* [ABOUT THIS EXERCISE]: Take from the records below each line that holds "Imam".

* [INPUT]:
● ● ●

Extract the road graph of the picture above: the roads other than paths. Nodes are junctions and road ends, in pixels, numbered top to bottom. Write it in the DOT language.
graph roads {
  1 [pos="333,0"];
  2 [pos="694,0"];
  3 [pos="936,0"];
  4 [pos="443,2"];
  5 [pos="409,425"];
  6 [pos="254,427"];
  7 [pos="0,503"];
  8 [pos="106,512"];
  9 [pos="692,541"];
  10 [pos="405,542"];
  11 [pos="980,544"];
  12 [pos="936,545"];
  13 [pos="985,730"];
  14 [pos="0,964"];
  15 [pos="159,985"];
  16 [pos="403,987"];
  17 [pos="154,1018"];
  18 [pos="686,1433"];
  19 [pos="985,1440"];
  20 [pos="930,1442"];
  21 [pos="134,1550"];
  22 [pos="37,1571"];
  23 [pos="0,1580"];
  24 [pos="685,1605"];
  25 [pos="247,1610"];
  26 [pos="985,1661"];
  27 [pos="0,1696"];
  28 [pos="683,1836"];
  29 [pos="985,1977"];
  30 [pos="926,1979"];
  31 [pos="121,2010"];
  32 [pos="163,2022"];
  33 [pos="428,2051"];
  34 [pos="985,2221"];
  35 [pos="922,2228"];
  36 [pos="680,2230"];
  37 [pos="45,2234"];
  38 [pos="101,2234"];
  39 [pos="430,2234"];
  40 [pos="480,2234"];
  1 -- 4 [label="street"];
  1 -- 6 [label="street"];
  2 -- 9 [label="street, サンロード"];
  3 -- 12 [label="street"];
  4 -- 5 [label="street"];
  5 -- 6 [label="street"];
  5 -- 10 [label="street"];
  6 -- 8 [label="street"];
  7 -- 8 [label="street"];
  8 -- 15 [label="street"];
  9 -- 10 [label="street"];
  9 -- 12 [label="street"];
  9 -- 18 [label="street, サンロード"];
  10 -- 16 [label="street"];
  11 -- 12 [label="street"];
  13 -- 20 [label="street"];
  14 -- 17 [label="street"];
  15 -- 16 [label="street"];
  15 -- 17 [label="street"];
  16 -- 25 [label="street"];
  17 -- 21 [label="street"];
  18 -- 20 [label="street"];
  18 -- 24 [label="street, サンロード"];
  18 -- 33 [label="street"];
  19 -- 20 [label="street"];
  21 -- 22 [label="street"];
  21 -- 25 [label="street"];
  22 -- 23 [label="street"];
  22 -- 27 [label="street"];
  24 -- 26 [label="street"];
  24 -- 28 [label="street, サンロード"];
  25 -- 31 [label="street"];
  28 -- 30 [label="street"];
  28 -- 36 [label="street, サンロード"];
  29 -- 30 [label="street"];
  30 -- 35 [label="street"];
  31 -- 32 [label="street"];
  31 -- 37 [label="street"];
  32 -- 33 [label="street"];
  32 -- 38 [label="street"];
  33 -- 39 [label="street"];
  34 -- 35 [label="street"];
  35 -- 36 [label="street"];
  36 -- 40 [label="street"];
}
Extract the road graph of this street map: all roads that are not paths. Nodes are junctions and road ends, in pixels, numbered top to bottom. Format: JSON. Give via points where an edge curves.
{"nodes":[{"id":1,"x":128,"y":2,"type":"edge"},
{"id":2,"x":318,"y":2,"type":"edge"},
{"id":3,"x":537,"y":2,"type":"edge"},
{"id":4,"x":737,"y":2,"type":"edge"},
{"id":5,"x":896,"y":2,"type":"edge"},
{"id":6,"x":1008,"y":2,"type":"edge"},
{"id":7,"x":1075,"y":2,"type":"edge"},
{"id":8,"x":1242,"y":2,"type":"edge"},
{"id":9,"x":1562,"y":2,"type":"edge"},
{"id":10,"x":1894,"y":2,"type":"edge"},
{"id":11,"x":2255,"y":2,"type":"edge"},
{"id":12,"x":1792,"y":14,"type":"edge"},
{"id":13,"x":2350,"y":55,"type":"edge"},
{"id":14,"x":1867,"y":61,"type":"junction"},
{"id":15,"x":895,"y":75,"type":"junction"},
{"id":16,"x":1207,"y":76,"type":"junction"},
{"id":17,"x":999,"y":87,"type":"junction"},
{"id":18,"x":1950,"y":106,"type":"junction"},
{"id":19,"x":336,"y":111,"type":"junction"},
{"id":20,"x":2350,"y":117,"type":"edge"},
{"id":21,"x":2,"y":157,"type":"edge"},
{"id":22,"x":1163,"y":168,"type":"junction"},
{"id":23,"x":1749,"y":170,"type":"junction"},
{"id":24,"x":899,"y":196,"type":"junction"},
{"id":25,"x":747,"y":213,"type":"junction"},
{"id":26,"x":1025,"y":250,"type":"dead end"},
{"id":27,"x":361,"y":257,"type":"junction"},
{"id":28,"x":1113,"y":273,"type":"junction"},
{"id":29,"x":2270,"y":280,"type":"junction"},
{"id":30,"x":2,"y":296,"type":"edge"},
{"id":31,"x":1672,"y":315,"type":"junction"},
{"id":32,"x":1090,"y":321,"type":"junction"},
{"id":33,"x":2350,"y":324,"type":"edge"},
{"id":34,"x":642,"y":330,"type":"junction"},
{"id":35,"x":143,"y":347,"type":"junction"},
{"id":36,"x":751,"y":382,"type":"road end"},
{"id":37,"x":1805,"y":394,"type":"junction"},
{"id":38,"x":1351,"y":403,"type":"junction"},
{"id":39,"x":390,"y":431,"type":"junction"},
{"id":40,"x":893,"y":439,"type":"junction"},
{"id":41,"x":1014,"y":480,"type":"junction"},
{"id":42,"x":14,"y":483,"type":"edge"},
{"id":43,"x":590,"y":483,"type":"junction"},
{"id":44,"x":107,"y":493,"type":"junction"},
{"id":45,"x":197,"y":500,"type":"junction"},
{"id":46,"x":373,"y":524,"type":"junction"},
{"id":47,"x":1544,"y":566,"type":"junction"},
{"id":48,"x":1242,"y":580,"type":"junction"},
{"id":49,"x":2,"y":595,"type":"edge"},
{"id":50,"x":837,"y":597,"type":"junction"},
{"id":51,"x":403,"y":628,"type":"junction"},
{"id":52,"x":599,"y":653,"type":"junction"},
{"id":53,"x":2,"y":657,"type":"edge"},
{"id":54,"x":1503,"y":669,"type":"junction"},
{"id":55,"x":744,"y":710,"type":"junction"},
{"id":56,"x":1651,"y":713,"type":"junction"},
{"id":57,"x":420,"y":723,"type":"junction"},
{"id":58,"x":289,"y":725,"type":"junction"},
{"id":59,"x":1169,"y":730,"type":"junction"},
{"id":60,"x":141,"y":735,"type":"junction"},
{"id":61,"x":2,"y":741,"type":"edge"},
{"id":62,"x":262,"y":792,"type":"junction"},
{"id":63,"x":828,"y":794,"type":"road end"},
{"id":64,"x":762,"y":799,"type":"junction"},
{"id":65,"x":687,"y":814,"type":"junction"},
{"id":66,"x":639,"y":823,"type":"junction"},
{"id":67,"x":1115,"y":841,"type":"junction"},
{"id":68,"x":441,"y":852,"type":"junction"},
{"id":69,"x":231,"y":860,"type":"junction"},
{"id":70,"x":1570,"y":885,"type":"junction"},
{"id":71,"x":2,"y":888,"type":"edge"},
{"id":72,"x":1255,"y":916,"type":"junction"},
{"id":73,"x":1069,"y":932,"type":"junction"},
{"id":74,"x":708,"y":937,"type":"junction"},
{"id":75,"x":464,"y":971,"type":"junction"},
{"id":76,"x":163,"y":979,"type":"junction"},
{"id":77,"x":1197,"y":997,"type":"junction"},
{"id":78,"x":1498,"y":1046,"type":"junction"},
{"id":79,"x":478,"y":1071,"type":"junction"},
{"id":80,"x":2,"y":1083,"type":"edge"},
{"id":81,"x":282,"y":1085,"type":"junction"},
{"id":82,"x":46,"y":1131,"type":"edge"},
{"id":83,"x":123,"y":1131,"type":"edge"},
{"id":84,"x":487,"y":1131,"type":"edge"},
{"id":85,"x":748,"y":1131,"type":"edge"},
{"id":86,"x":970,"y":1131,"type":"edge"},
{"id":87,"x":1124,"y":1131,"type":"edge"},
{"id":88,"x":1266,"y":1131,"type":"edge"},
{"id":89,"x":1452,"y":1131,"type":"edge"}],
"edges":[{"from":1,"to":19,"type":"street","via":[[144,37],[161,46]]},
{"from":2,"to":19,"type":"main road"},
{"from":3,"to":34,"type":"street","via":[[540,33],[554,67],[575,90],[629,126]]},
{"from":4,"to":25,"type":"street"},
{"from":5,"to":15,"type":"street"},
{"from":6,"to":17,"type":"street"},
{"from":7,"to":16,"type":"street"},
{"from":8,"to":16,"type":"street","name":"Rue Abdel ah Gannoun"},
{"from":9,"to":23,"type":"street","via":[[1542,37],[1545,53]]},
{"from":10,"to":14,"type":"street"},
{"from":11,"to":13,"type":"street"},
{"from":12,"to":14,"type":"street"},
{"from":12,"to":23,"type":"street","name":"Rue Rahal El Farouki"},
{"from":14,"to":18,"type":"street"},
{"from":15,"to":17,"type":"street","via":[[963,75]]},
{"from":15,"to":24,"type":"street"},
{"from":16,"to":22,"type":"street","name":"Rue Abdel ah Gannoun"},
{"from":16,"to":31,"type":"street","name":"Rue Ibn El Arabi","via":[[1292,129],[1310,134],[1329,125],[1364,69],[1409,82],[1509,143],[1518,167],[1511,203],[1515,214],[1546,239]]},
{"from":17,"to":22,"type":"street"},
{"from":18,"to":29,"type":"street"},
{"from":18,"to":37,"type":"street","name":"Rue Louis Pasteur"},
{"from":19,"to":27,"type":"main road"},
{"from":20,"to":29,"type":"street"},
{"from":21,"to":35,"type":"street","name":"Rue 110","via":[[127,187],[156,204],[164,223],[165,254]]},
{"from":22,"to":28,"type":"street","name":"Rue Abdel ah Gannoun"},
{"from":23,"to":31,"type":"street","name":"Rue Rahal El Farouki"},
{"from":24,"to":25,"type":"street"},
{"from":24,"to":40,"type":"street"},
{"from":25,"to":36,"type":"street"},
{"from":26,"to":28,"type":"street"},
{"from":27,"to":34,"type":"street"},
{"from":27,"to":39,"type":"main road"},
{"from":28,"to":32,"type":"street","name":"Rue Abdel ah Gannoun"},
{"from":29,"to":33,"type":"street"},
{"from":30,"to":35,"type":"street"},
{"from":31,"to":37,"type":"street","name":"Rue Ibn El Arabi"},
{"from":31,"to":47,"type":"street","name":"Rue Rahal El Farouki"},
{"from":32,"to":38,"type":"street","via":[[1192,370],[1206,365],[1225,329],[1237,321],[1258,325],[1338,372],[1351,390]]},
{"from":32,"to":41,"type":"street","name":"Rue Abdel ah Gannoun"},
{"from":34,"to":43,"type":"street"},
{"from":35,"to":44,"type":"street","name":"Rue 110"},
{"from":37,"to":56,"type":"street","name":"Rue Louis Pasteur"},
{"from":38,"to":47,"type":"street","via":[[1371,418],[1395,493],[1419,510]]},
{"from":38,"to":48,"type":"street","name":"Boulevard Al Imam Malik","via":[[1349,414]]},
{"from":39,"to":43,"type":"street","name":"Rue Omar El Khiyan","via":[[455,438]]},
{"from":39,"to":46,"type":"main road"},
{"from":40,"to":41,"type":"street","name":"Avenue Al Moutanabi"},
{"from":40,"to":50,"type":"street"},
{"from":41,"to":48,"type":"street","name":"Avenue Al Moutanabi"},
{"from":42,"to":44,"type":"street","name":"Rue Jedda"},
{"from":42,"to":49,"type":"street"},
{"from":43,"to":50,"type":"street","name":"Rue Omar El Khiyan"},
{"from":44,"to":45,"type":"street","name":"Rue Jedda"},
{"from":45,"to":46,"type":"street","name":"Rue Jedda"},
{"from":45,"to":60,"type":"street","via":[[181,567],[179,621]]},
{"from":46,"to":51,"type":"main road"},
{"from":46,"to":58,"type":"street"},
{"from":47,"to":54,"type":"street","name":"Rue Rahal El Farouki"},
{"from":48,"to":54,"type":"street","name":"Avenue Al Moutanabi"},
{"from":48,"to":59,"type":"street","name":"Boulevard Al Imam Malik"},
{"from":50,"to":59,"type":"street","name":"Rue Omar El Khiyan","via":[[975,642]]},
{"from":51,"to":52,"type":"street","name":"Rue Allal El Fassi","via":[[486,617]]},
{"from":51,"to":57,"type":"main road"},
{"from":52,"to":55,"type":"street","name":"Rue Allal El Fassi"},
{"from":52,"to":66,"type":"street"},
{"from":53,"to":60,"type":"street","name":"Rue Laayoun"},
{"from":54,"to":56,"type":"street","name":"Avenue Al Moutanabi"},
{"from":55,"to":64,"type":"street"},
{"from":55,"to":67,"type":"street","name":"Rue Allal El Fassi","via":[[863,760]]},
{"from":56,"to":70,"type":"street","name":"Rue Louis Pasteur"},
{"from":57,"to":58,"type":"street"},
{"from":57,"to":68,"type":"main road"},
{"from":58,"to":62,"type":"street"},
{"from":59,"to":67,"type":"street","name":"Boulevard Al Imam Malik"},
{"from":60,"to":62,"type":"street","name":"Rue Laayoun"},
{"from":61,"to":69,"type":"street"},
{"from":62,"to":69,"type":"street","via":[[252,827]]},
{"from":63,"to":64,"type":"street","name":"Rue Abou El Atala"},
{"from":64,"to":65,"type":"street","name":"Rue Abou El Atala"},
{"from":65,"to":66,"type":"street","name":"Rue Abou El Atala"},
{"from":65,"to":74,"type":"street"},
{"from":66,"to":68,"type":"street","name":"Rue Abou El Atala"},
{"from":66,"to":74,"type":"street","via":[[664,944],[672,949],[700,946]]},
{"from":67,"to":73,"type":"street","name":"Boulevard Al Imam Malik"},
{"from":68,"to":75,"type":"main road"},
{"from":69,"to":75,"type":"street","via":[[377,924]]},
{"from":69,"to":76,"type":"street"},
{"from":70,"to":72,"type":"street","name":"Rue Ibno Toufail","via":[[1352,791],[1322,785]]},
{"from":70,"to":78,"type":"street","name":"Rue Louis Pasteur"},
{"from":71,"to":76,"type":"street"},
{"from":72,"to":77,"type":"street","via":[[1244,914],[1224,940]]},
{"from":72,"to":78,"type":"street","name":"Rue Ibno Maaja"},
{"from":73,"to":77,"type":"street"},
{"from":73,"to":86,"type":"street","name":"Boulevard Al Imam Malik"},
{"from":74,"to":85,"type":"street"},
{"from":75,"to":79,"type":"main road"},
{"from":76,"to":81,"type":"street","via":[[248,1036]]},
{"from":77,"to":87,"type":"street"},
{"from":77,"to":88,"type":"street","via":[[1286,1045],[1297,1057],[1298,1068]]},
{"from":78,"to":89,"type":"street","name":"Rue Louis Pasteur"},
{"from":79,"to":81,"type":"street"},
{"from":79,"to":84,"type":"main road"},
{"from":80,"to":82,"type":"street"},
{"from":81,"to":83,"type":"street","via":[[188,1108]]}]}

● ● ●

* [SOLUTION]:
{"from":38,"to":48,"type":"street","name":"Boulevard Al Imam Malik","via":[[1349,414]]},
{"from":48,"to":59,"type":"street","name":"Boulevard Al Imam Malik"},
{"from":59,"to":67,"type":"street","name":"Boulevard Al Imam Malik"},
{"from":67,"to":73,"type":"street","name":"Boulevard Al Imam Malik"},
{"from":73,"to":86,"type":"street","name":"Boulevard Al Imam Malik"},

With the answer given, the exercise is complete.